TASK DESCRIPTION – Please copy out the entries below exactly, beginning with the line that contains "thumb cmc: (545, 597)" and ending with the line that contains "pinky pip: (517, 419)", and include nothing outside that span.

DATA SECTION –
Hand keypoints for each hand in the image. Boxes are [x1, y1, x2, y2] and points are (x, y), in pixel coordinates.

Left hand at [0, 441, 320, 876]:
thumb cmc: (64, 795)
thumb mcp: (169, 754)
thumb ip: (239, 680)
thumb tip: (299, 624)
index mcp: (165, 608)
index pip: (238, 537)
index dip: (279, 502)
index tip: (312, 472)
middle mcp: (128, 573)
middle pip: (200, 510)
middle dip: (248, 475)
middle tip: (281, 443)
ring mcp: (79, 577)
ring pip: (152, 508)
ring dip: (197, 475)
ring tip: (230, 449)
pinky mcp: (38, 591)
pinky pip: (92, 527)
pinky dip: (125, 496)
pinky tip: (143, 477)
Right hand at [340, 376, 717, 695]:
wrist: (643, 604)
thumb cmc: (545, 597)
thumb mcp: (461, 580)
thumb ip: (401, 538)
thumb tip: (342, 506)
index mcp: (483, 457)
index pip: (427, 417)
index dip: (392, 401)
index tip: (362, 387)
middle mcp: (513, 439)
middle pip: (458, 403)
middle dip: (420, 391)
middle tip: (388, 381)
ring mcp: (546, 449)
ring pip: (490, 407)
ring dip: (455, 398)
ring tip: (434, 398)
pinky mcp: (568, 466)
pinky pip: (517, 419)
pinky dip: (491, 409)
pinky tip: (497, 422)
--
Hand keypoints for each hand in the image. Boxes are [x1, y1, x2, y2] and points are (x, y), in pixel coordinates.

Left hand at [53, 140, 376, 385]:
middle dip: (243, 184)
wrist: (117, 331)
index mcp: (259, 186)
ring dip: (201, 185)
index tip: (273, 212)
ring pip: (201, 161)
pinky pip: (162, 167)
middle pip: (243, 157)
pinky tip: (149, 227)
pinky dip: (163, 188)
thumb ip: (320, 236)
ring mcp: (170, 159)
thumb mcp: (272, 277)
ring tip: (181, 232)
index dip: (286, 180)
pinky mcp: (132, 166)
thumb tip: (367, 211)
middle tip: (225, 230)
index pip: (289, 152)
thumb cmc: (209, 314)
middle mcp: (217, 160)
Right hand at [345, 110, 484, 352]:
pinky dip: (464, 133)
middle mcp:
--
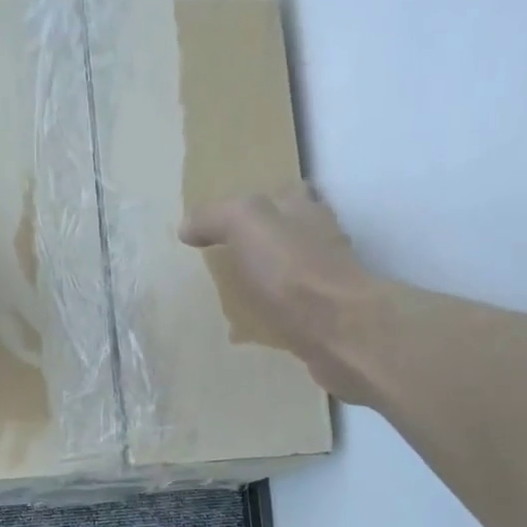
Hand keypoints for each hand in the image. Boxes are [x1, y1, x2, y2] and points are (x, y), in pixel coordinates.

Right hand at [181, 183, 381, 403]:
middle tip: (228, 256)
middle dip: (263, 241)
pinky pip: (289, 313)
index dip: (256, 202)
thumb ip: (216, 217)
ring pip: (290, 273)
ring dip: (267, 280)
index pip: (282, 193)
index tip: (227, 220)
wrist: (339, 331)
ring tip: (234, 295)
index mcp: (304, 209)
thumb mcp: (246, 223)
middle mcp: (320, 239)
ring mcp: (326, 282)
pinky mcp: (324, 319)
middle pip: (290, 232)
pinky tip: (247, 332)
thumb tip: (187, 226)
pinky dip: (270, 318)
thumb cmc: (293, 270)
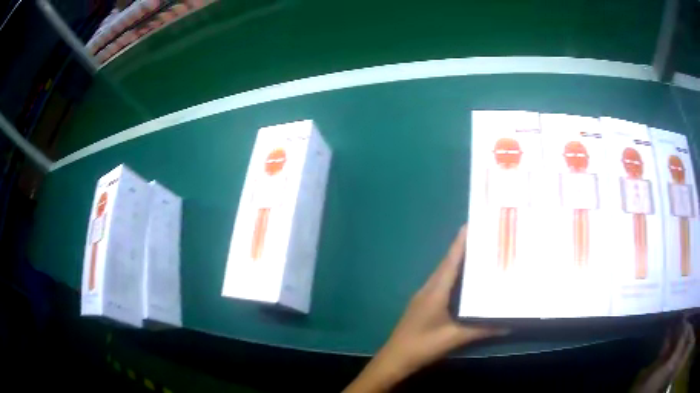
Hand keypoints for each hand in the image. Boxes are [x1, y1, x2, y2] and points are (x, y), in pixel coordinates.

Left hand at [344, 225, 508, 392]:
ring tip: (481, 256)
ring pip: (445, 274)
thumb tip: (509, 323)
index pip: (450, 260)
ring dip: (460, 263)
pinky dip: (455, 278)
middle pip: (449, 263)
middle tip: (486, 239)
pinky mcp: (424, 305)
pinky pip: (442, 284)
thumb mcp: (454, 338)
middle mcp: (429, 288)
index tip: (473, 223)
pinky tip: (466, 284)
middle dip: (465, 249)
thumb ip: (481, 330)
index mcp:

SOLUTION –
thumb cmc: (545, 597)
thumb mcp: (461, 580)
thumb ip: (401, 538)
thumb tip: (342, 506)
index mcp: (483, 457)
index pip: (427, 417)
index dip: (392, 401)
index tip: (362, 387)
middle mcp: (513, 439)
middle pip: (458, 403)
middle dip: (420, 391)
middle tip: (388, 381)
ring mcp: (546, 449)
ring pip: (490, 407)
ring dip: (455, 398)
ring tip: (434, 398)
pinky mcp: (568, 466)
pinky pip: (517, 419)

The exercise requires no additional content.